Above all we owe to Sor some boleros which are veritable jewels. Ledhuy and H. Bertini Paris, This article is reproduced in facsimile at the end of the present edition. In it, Sor begins by explaining how seguidillas are related to the bolero. A seguidilla is a type of poem, which may be set to music. If it is set in such a way as to suit the dance known as the bolero, it is called a seguidilla bolera or seguidillas boleras or simply, in the musical sources, boleras or voleras.
This is the terminology used in Spain before the French invasion of , and it is the terminology used in this edition. It is principally a later usage rather than the original one. Sor sets out the history of the dance, the bolero. The first seguidillas that were danced to, he says, were Seguidillas Manchegas i. The dance was named, after him, the bolero.
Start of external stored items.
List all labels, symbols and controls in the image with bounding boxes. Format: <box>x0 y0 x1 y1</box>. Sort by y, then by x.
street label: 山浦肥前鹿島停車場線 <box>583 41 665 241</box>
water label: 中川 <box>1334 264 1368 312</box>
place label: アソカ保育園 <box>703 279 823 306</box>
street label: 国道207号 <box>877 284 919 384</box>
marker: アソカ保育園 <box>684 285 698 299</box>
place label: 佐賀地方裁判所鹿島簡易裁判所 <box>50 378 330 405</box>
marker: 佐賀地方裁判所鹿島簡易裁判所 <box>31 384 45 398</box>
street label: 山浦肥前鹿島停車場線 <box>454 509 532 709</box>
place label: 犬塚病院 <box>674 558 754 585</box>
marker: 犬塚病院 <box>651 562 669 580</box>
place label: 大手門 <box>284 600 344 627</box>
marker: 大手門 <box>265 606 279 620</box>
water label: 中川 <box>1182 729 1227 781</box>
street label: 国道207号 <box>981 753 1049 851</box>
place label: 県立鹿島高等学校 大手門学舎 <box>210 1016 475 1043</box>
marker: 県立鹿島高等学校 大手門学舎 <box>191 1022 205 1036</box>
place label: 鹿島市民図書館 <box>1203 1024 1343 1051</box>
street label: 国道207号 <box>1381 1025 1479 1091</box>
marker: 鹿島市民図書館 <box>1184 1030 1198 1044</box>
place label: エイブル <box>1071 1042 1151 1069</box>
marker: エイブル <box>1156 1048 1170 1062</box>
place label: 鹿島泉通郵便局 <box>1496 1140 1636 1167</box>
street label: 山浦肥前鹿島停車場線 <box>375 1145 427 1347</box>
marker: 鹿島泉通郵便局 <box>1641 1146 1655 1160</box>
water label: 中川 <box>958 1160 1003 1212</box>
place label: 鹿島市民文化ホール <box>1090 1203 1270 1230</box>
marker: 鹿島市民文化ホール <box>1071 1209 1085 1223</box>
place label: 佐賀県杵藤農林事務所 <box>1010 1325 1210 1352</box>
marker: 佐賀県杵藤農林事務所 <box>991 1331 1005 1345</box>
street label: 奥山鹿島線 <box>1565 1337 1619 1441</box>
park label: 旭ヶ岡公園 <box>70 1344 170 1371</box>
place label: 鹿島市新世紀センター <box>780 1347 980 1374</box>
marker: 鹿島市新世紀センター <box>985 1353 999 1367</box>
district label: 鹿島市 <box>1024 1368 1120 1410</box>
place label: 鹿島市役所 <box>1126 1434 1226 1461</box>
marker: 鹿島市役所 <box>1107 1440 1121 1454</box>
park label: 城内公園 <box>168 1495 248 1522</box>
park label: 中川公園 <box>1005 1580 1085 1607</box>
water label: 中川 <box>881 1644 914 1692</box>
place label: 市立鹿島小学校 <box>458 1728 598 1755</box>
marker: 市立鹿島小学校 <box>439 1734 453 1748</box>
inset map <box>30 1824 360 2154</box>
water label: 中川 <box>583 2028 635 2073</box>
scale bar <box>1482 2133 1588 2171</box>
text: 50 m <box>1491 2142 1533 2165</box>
The next step says Sor was the rehabilitation of the dance, in about , by a dancer named Requejo. He is said to have come from Murcia. This was the form of the bolero that was in vogue when the French invaded in But the professional dancers had fled, and those who remained and danced for the invader added gipsy steps to it.
The French added some of their own; and the bolero that conquered Europe was unrecognizable. This coincides exactly with the statement above, that after about seguidillas boleras became very popular in Spain while at the same time becoming dissociated from the dance, and very probably this is the stage to which most of the songs in this edition belong.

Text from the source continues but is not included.